» Work item
Select all lines in the records that include "name".

*** Data shown ***

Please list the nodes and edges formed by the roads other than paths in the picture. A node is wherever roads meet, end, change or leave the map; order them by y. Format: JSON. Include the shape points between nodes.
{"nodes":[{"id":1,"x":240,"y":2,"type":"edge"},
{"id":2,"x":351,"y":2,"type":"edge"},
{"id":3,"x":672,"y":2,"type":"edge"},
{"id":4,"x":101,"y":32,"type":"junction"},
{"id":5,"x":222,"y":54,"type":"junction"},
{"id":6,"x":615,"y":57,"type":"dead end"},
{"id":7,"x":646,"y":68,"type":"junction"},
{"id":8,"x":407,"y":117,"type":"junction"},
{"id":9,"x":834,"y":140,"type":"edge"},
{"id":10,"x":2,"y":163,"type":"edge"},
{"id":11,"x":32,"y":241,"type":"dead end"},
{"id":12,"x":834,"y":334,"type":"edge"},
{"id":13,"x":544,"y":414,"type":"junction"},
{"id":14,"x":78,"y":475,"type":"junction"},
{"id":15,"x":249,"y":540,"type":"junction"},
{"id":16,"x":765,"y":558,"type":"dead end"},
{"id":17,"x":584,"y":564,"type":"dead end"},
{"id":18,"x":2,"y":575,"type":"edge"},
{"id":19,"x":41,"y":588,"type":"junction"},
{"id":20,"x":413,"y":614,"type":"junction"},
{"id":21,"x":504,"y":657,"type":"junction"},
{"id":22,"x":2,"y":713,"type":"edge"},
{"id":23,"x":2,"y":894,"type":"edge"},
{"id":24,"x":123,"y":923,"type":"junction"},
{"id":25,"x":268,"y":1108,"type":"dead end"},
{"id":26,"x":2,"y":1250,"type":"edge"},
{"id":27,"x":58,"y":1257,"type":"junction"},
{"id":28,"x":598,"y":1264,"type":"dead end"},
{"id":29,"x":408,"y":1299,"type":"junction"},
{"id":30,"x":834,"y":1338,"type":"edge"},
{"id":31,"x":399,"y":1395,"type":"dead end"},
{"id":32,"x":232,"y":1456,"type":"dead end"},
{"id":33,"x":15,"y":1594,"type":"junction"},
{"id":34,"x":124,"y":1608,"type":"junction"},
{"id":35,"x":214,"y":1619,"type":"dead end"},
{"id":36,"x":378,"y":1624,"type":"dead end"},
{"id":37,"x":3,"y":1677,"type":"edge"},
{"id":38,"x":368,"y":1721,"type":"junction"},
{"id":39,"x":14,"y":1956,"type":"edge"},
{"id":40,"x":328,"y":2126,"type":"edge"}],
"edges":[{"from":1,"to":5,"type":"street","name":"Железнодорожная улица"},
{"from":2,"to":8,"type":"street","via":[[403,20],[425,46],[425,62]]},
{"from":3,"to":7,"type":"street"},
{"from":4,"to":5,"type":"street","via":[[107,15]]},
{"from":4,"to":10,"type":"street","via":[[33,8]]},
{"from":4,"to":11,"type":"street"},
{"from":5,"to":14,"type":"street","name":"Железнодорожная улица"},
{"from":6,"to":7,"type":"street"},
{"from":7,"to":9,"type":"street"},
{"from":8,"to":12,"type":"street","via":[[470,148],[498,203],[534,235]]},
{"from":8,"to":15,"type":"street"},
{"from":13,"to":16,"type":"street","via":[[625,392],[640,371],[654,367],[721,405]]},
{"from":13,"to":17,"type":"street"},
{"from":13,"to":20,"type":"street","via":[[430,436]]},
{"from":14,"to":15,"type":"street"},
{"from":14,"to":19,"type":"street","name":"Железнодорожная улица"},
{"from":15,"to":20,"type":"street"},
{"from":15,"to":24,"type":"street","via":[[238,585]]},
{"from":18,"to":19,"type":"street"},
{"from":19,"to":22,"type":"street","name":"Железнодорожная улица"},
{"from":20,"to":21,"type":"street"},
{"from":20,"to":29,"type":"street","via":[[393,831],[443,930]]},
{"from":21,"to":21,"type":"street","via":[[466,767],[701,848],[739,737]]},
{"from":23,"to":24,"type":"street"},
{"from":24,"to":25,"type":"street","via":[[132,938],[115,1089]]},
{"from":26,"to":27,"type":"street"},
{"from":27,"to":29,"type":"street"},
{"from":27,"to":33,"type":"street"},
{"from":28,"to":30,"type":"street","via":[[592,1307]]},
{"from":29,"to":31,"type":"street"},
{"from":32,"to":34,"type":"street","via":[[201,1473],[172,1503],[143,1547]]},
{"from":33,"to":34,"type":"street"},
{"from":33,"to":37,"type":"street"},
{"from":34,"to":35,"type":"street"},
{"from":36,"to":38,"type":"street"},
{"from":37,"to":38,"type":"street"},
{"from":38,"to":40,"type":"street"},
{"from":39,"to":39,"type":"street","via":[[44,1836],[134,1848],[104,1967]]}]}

*** End of Data shown ***

» Completed task
"edges":[{"from":1,"to":5,"type":"street","name":"Железнодорожная улица"},
{"from":5,"to":14,"type":"street","name":"Железнодорожная улица"},
{"from":14,"to":19,"type":"street","name":"Железнодорожная улица"},
{"from":19,"to":22,"type":"street","name":"Железнодорожная улица"},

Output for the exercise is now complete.